The Great Ape Project has used the same arguments to call for a United Nations Declaration of the Rights of Great Apes. That declaration would guarantee chimps and their close relatives all the rights contained in the New Zealand proposals, plus the right to freedom from imprisonment "without due legal process".
But, says primatologist Frans de Waal of the Yerkes Regional Primate Research Center in Atlanta, "if you argue for rights on the basis of continuity between us and the great apes, then you have to argue continuity between apes and monkeys". And so on, until eventually even the humble lab rat wins "human" rights. After all, dogs can form deep emotional attachments, and cats seem to have distinct personalities.
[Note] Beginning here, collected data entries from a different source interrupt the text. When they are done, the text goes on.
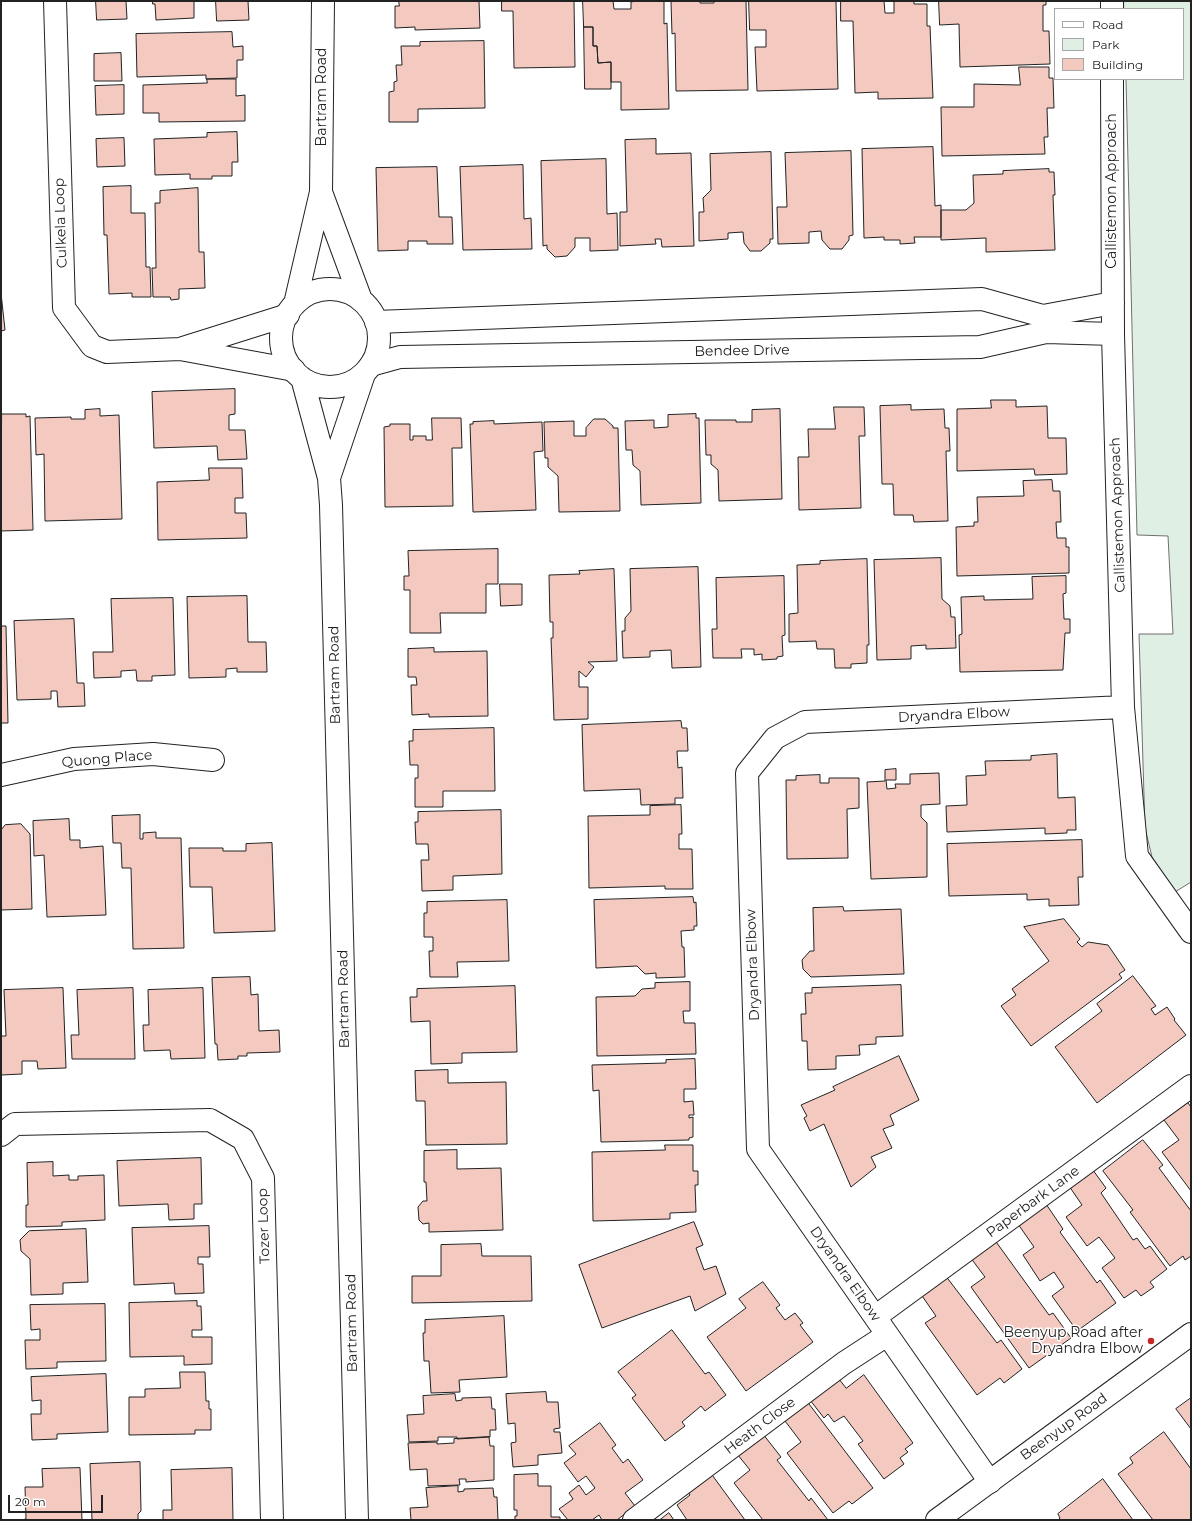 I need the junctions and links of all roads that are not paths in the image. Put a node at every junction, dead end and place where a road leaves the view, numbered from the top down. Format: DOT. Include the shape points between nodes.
graph roads {
  1 [pos="55,1"];
  2 [pos="323,1"];
  3 [pos="1112,80"];
  4 [pos="321,192"];
  5 [pos="361,300"];
  6 [pos="1113,303"];
  7 [pos="291,310"];
  8 [pos="376,322"];
  9 [pos="1113,334"];
  10 [pos="180,349"];
  11 [pos="368,370"];
  12 [pos="298,374"];
  13 [pos="329,478"];
  14 [pos="1123,707"];
  15 [pos="213,760"];
  16 [pos="1,775"];
  17 [pos="1191,932"];
  18 [pos="1191,1086"];
  19 [pos="1,1135"];
  20 [pos="881,1326"];
  21 [pos="1191,1334"];
  22 [pos="990,1482"];
  23 [pos="272,1520"];
  24 [pos="358,1520"];
  25 [pos="634,1520"];
  26 [pos="937,1520"];
  1 -- 10 [label="street, Culkela Loop" via="64,308 92,346 108,352"];
  2 -- 4 [label="street, Bartram Road"];
  3 -- 6 [label="street, Callistemon Approach"];
  4 -- 5 [label="street, Bartram Road"];
  4 -- 7 [label="street, Bartram Road"];
  5 -- 7 [label="street" via="348,293 327,290 306,296"];
  5 -- 8 [label="street"];
  6 -- 8 [label="street" via="1043,316 982,299"];
  6 -- 9 [label="street, Callistemon Approach"];
  7 -- 10 [label="street, Culkela Loop"];
  7 -- 12 [label="street" via="283,327 283,350"];
  8 -- 11 [label="street" via="378,352"];
  9 -- 11 [label="street, Bendee Drive" via="1046,332 980,347 400,356"];
  9 -- 14 [label="street, Callistemon Approach"];
  10 -- 12 [label="street, Culkela Loop"];
  11 -- 12 [label="street" via="350,384 334,387 317,385"];
  11 -- 13 [label="street, Bartram Road"];
  12 -- 13 [label="street, Bartram Road"];
  13 -- 24 [label="street, Bartram Road"];
  14 -- 17 [label="street, Callistemon Approach" via="1137,856"];
  14 -- 20 [label="street, Dryandra Elbow" via="805,722 775,738 747,773 758,1149"];
  15 -- 16 [label="street, Quong Place" via="145,754 74,759"];
  18 -- 20 [label="street, Paperbark Lane"];
  19 -- 23 [label="street, Tozer Loop" via="15,1124 210,1120 243,1139 263,1178"];
  20 -- 22 [label="street, Dryandra Elbow"];
  20 -- 25 [label="street, Heath Close" via="844,1363"];
  21 -- 22 [label="street, Beenyup Road"];
  22 -- 26 [label="street, Beenyup Road"];
}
Legal rights for rats is an unlikely outcome, says philosopher Peter Singer of Monash University in Melbourne, who helped set up the Great Ape Project. But he predicts there will be a gradual broadening of the "sphere of moral concern" to include first all the great apes, and then perhaps other species. After all, in the past certain humans-women, gays and the physically and mentally-handicapped-have been denied the full rights enjoyed by others.
Based on what we know about the nonhuman great apes, there is no logical
reason for the broadening of moral concern to cease with humans, says Singer.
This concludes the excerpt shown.